__Supplied information__.
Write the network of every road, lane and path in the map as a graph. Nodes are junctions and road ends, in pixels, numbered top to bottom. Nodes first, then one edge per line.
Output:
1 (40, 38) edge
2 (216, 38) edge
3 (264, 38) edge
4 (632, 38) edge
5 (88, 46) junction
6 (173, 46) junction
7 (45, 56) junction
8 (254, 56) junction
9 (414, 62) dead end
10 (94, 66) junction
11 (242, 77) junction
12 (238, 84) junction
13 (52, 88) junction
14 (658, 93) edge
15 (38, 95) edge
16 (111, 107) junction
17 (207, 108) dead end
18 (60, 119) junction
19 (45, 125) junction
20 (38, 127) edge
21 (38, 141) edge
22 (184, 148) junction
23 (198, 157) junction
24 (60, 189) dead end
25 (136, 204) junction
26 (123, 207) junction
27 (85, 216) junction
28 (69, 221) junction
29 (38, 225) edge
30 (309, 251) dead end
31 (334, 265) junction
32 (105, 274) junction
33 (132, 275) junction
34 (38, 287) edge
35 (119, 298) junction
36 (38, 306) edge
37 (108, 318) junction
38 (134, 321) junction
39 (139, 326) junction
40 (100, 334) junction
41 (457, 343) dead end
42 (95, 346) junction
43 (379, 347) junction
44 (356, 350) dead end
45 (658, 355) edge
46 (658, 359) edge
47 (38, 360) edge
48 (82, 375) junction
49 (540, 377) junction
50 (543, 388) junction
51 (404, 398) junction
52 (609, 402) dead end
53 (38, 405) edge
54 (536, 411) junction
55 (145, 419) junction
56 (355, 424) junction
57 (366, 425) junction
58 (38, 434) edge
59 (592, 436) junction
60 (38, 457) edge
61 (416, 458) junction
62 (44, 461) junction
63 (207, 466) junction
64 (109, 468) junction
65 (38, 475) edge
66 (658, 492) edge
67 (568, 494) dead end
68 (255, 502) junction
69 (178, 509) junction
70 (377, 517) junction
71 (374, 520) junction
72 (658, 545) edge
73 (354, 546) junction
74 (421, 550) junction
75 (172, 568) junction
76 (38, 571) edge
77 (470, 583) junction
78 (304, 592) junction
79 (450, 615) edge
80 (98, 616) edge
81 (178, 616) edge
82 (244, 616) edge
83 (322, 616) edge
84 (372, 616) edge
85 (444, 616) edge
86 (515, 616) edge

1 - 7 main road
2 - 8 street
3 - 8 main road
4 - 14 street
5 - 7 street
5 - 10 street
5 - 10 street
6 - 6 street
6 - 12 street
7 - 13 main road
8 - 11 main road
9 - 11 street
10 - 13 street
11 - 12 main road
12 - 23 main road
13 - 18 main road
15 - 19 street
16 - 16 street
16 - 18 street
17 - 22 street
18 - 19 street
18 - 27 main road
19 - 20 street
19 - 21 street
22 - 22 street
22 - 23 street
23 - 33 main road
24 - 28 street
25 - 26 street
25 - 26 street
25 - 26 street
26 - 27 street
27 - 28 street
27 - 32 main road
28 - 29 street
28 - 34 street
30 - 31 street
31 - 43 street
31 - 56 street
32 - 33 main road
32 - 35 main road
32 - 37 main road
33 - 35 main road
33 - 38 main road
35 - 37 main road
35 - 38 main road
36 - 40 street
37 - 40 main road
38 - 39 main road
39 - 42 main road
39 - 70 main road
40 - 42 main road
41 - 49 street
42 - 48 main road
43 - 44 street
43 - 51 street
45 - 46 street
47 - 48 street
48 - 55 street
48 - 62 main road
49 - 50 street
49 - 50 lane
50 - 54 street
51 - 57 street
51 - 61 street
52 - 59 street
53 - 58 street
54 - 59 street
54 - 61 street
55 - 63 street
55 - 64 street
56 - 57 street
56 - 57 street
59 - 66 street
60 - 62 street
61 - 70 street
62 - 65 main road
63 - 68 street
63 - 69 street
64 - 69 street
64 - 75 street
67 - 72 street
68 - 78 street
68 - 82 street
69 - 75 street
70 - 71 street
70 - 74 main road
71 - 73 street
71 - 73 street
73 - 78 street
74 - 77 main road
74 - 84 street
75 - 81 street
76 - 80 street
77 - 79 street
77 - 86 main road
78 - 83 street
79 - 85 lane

__Exercise brief__. All of the data above must be set down again exactly.

__Answer below__.
Write the network of every road, lane and path in the map as a graph. Nodes are junctions and road ends, in pixels, numbered top to bottom. Nodes first, then one edge per line.
Output:
1 (40, 38) edge
2 (216, 38) edge
3 (264, 38) edge
4 (632, 38) edge
5 (88, 46) junction
6 (173, 46) junction
7 (45, 56) junction
8 (254, 56) junction
9 (414, 62) dead end
10 (94, 66) junction
11 (242, 77) junction
12 (238, 84) junction
13 (52, 88) junction
14 (658, 93) edge
15 (38, 95) edge
16 (111, 107) junction
17 (207, 108) dead end
18 (60, 119) junction
19 (45, 125) junction
20 (38, 127) edge
21 (38, 141) edge
22 (184, 148) junction
23 (198, 157) junction
24 (60, 189) dead end
25 (136, 204) junction
26 (123, 207) junction
27 (85, 216) junction
28 (69, 221) junction
29 (38, 225) edge
30 (309, 251) dead end
31 (334, 265) junction
32 (105, 274) junction
33 (132, 275) junction
34 (38, 287) edge
35 (119, 298) junction
36 (38, 306) edge
37 (108, 318) junction
38 (134, 321) junction
39 (139, 326) junction
40 (100, 334) junction
41 (457, 343) dead end
42 (95, 346) junction
43 (379, 347) junction
44 (356, 350) dead end
45 (658, 355) edge
46 (658, 359) edge
47 (38, 360) edge
48 (82, 375) junction
49 (540, 377) junction
50 (543, 388) junction
51 (404, 398) junction
52 (609, 402) dead end
53 (38, 405) edge
54 (536, 411) junction
55 (145, 419) junction
56 (355, 424) junction
57 (366, 425) junction
58 (38, 434) edge
59 (592, 436) junction
60 (38, 457) edge
61 (416, 458) junction
62 (44, 461) junction
63 (207, 466) junction
64 (109, 468) junction
65 (38, 475) edge
66 (658, 492) edge
67 (568, 494) dead end
68 (255, 502) junction
69 (178, 509) junction
70 (377, 517) junction
71 (374, 520) junction
72 (658, 545) edge
73 (354, 546) junction
74 (421, 550) junction
75 (172, 568) junction
76 (38, 571) edge
77 (470, 583) junction
78 (304, 592) junction
79 (450, 615) edge
80 (98, 616) edge
81 (178, 616) edge
82 (244, 616) edge
83 (322, 616) edge
84 (372, 616) edge
85 (444, 616) edge
86 (515, 616) edge

1 - 7 main road
2 - 8 street
3 - 8 main road
4 - 14 street
5 - 7 street
5 - 10 street
5 - 10 street
6 - 6 street
6 - 12 street
7 - 13 main road
8 - 11 main road
9 - 11 street
10 - 13 street
11 - 12 main road
12 - 23 main road
13 - 18 main road
15 - 19 street
16 - 16 street
16 - 18 street
17 - 22 street
18 - 19 street
18 - 27 main road
19 - 20 street
19 - 21 street
22 - 22 street
22 - 23 street
23 - 33 main road
24 - 28 street
25 - 26 street
25 - 26 street
25 - 26 street
26 - 27 street
27 - 28 street
27 - 32 main road
28 - 29 street
28 - 34 street
30 - 31 street
31 - 43 street
31 - 56 street
32 - 33 main road
32 - 35 main road
32 - 37 main road
33 - 35 main road
33 - 38 main road
35 - 37 main road
35 - 38 main road
36 - 40 street
37 - 40 main road
38 - 39 main road
39 - 42 main road
39 - 70 main road
40 - 42 main road
41 - 49 street
42 - 48 main road
43 - 44 street
43 - 51 street
45 - 46 street
47 - 48 street
48 - 55 street
48 - 62 main road
49 - 50 street
49 - 50 lane
50 - 54 street
51 - 57 street
51 - 61 street
52 - 59 street
53 - 58 street
54 - 59 street
54 - 61 street
55 - 63 street
55 - 64 street
56 - 57 street
56 - 57 street
59 - 66 street
60 - 62 street
61 - 70 street
62 - 65 main road
63 - 68 street
63 - 69 street
64 - 69 street
64 - 75 street
67 - 72 street
68 - 78 street
68 - 82 street
69 - 75 street
70 - 71 street
70 - 74 main road
71 - 73 street
71 - 73 street
73 - 78 street
74 - 77 main road
74 - 84 street
75 - 81 street
76 - 80 street
77 - 79 street
77 - 86 main road
78 - 83 street
79 - 85 lane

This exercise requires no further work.